As logical connections almost exclusively AND and OR are used, therefore only these shall be considered here. 6

Even if today the calculation is performed based on Binary Decision Diagrams (Binary Decision Diagrams, BDD for short), the calculation shall be explained here with the help of Minimal Cut-Sets (MCS).

A minimum cut is a combination of basic events, which is necessary and sufficient for the occurrence of the top event (for example, the failure of a safety function). For so-called coherent fault trees – which are fault trees that do not contain negating gates such as NOT, XOR, NAND, etc. – there is exactly one set of minimal cuts. For incoherent fault trees, we speak of prime implicants instead of minimal cuts, and there are in general several possible sets of prime implicants. Since negating gates rarely needed, they are not mentioned in the following.

6 So-called majority deciders (M-out-N) are nothing else than an abbreviation for an OR gate over several AND gates, so these are included. See section 6.1.6.

5.1.1 Unavailability of an AND operation

An AND operation of two or more basic events leads to a minimum cut with just these basic events. An AND-connection of branches of a tree usually leads to longer minimal cuts as well, the exact number and length depends on the structure of the linked branches.

The probability that a minimum cut is satisfied at a time \(t\), i. e., the unavailability resulting from a minimum cut, is

\begin{equation} Q_{\mathrm {MCS}}(t)=\prod \limits _{j=1}^m Q_j(t) \label {eq:q_MCS} \end{equation}

Where \(m\) is the number of basic events in that minimal cut. The number \(m\) is called the order of the minimal cut.

  • Example 5.1 There are two fire detectors in a room. Each has a failure rate of \(\lambda =\SI {1e-5}{\per \hour }\). The two fire detectors are tested simultaneously approximately every \(\SI {10000}{\hour }\) and replaced immediately in case a failure is detected in the test. What is the probability that none of them will report the fire in the event of a fire?

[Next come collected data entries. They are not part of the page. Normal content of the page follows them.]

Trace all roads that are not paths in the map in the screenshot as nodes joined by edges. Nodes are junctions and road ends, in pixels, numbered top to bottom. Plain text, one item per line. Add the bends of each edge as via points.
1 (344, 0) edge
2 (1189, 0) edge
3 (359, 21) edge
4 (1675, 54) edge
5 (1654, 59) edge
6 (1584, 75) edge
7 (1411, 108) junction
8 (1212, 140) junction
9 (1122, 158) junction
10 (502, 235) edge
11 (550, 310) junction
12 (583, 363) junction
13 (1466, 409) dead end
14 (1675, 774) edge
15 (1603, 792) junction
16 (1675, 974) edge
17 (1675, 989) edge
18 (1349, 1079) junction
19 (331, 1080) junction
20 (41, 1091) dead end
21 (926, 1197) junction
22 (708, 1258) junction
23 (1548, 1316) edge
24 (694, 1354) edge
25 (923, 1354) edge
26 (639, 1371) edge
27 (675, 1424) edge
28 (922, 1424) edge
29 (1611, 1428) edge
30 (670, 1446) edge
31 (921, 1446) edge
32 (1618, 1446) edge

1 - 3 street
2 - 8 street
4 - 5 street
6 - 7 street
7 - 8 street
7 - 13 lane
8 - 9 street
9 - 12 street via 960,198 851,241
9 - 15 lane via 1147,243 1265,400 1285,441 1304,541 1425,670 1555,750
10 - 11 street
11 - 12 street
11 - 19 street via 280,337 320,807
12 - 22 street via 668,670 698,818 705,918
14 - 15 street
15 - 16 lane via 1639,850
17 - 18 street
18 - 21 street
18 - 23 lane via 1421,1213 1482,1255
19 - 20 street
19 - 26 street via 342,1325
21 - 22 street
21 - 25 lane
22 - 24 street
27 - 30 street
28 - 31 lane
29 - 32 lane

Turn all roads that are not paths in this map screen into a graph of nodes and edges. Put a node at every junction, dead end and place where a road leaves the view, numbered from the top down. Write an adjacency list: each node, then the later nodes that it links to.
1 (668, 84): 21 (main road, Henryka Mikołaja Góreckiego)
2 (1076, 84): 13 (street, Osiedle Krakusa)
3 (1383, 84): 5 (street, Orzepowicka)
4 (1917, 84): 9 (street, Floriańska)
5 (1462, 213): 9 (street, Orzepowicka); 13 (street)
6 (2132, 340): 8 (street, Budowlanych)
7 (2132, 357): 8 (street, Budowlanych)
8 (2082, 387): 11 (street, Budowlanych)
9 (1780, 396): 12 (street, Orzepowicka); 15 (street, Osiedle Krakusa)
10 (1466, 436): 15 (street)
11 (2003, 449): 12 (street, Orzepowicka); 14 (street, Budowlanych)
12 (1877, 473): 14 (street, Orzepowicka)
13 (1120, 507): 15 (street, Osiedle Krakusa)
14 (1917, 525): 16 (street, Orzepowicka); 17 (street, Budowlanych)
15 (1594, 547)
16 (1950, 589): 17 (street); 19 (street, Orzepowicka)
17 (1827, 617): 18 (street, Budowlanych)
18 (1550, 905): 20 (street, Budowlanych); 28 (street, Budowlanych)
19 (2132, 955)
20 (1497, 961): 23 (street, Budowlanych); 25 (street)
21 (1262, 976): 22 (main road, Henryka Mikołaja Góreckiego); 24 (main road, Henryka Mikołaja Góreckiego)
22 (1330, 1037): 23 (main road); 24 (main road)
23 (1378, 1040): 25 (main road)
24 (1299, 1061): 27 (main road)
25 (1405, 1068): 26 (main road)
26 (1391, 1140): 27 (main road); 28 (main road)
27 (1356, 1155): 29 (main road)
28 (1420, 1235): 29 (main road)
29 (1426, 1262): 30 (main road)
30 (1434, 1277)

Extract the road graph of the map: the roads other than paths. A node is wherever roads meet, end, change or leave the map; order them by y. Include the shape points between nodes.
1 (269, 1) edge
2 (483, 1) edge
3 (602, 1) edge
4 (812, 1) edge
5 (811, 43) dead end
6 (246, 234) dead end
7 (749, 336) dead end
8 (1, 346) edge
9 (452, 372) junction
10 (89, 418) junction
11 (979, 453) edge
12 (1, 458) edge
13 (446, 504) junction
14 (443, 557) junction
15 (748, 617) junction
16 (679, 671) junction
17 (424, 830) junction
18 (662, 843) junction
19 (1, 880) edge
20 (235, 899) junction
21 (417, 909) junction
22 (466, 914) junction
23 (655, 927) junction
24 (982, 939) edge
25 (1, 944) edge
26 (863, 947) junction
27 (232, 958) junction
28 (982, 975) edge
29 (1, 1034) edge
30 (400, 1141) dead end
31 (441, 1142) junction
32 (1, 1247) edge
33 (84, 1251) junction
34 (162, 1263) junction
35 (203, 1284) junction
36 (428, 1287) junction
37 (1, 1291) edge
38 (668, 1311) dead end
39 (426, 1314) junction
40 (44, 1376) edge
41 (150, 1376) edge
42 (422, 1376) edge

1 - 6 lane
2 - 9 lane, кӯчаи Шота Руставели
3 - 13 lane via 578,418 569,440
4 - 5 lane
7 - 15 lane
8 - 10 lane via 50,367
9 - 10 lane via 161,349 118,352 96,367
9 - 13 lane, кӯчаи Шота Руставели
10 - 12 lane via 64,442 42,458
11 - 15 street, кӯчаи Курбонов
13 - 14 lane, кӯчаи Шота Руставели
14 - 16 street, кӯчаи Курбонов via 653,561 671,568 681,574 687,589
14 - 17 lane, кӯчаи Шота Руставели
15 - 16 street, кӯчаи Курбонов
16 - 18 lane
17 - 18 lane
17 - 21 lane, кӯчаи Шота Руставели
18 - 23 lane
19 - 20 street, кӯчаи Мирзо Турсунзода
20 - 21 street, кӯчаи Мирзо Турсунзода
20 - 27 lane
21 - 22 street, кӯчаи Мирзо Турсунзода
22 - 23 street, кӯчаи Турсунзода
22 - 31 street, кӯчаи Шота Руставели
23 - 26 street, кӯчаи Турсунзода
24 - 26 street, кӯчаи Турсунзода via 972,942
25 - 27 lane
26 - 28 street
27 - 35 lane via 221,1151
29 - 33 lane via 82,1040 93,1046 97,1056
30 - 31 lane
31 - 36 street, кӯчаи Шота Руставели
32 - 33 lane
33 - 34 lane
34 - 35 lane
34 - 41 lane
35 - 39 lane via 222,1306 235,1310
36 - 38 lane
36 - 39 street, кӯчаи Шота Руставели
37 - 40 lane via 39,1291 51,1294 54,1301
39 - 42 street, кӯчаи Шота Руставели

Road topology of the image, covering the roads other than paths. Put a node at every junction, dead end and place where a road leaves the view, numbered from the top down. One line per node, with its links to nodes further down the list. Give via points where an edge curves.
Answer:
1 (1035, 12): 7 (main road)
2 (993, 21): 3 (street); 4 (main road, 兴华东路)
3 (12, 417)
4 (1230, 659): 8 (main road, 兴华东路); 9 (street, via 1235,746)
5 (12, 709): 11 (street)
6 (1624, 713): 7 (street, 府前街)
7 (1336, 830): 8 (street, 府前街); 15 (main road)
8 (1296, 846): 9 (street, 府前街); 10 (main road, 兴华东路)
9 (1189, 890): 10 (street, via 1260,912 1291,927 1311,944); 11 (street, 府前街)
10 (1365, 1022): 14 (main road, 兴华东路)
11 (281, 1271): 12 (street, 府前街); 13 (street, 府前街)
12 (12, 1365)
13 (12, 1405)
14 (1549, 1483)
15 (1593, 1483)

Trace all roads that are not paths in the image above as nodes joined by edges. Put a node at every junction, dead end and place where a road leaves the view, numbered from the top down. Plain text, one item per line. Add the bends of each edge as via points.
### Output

    Figure 13 shows the corresponding fault tree. It consists of two base events of type "repairable event", which are linked by an AND gate.


    Figure 13: Redundant fire detectors

    There is only one minimal cut, namely {BM.1 & BM.2}. Since it contains two elements (literals), it is a minimal cut of second order. Consequently, using formulas (52) for the unavailability of the minimal cut and (39) for the unavailabilities of the fire detectors, the following applies

    \begin{equation*} Q_{\mathrm {sys}}(t) = Q_{\mathrm {BM.1}}(t) \cdot Q_{\mathrm {BM.2}}(t) = Q_{\mathrm {BM}}^2(t) = \left ( 1-\mathrm {e}^{-\lambda (t \bmod T_{\mathrm {test}})} \right )^2 = 1 - 2\mathrm {e}^{-\lambda (t \bmod T_{\mathrm {test}})} + \mathrm {e}^{-2 \lambda (t \bmod T_{\mathrm {test}})} \end{equation*}

    With the above quantities, a periodicity with a period of \(\SI {10 000}{\hour }\) is obtained, the exact progression is shown in figure 14.


    Figure 14: Time course of the unavailability of two similarly redundant components that are regularly tested at the same times (detail)

    Due to the periodicity it is sufficient to calculate the average value over one period:

    \begin{align*} \begin{split} \overline {Q}&=\frac {1}{T_{\mathrm {Life}}}\int \limits _0^{T_{\mathrm {Life}}} Q(t)\,dt =\frac {1}{\SI {10000}{\hour }} \int \limits _{\SI {0}{\hour }}^{\SI {10000}{\hour }} 1 - 2\mathrm {e}^{-\lambda t} + \mathrm {e}^{-2 \lambda t}\,dt \\ &=\frac {1}{\SI {10000}{\hour }} \left [ t+\dfrac {2\mathrm {e}^{-\lambda t}}{\lambda } - \dfrac {\mathrm {e}^{-2\lambda t}}{2\lambda } \right ]_{\SI {0}{\hour }}^{\SI {10000}{\hour }} =\num {0.00309459}... \approx \num {3.1e-3} \end {split} \end{align*} The system usage time (lifetime) does not matter because of the periodic tests.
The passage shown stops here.